Monday, Oct. 25, 1948
Some Like It Cold
In the House of Commons, Foreign Secretary Ernest Bevin made an important statement on Berlin. It was on Fleet Street's front pages within the hour. But in Switzerland, R.H.S. Crossman, Laborite M.P.-journalist on holiday, had to wait 24 hours to read what Bevin had said. Crossman cursed the incompetence of the Swiss press, which ran long book reviews and leisurely think pieces on its newsless front pages. Then he got to thinking it over, and took the curse back.
"As far as I could discover," he wrote in a recent issue of London's New Statesman and Nation, "I suffered no ill effects from reading [Bevin] after lunch instead of with my breakfast.
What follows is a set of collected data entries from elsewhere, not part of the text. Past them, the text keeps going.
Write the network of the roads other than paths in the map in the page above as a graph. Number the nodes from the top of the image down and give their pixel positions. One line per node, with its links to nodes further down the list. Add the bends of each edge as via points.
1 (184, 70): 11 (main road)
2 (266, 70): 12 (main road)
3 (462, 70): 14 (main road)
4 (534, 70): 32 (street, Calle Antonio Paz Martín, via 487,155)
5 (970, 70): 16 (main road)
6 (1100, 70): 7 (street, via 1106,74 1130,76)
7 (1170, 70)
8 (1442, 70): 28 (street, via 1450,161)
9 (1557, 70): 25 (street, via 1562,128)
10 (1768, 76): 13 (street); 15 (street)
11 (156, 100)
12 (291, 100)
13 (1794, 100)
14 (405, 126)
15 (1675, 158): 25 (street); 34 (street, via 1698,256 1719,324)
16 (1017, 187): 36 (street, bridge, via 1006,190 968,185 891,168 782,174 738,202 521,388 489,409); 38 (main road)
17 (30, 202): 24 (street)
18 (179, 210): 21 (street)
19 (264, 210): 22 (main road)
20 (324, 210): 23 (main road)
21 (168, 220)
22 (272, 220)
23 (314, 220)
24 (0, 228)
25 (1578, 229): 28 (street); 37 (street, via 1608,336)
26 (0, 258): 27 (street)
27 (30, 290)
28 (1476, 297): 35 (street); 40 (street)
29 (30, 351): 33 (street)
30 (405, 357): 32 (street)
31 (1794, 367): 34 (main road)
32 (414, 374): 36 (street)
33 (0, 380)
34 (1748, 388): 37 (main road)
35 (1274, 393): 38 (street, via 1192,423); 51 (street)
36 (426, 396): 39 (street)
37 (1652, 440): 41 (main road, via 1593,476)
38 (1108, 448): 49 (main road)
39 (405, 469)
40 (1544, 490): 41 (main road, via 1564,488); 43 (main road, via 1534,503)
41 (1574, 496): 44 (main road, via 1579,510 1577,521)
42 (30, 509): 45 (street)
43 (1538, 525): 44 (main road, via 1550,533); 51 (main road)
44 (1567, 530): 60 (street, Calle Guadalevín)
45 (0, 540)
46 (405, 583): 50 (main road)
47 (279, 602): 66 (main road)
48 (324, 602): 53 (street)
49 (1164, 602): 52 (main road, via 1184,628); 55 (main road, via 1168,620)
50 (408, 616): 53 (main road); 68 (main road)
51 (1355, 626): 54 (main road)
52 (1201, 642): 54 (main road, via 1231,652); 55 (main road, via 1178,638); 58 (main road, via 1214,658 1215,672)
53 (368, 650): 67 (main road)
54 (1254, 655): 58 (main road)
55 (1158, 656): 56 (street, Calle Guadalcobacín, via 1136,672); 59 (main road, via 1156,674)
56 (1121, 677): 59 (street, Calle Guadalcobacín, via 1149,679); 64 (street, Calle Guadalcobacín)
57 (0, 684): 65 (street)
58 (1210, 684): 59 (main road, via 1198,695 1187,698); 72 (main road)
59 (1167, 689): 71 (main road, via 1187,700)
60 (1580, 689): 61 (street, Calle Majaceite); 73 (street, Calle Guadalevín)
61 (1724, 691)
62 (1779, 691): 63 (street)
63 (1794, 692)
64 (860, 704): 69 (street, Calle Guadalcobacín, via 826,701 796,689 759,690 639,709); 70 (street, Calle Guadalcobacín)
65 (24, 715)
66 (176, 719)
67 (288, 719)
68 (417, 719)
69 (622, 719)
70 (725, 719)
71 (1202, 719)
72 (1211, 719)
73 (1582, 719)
Sobered by this discovery, I began to reflect on the philosophy of 'news.' News coverage in our popular press is based on the principle that every paper every day must excel all its rivals in not 'missing' the latest news available ... The definitions of 'hot news' and 'news value' are largely an Anglo-Saxon convention . . ."
But in Switzerland, with small-circulation papers and not much big news, said Crossman, "Gresham's law of journalism does not operate. Hot news in Switzerland does not drive out cold information . . . The Swiss press's . . . major purpose is to inform, not to increase circulation ... Thus it has avoided both the French disease of political corruption and the Anglo-Saxon disease of sensationalism."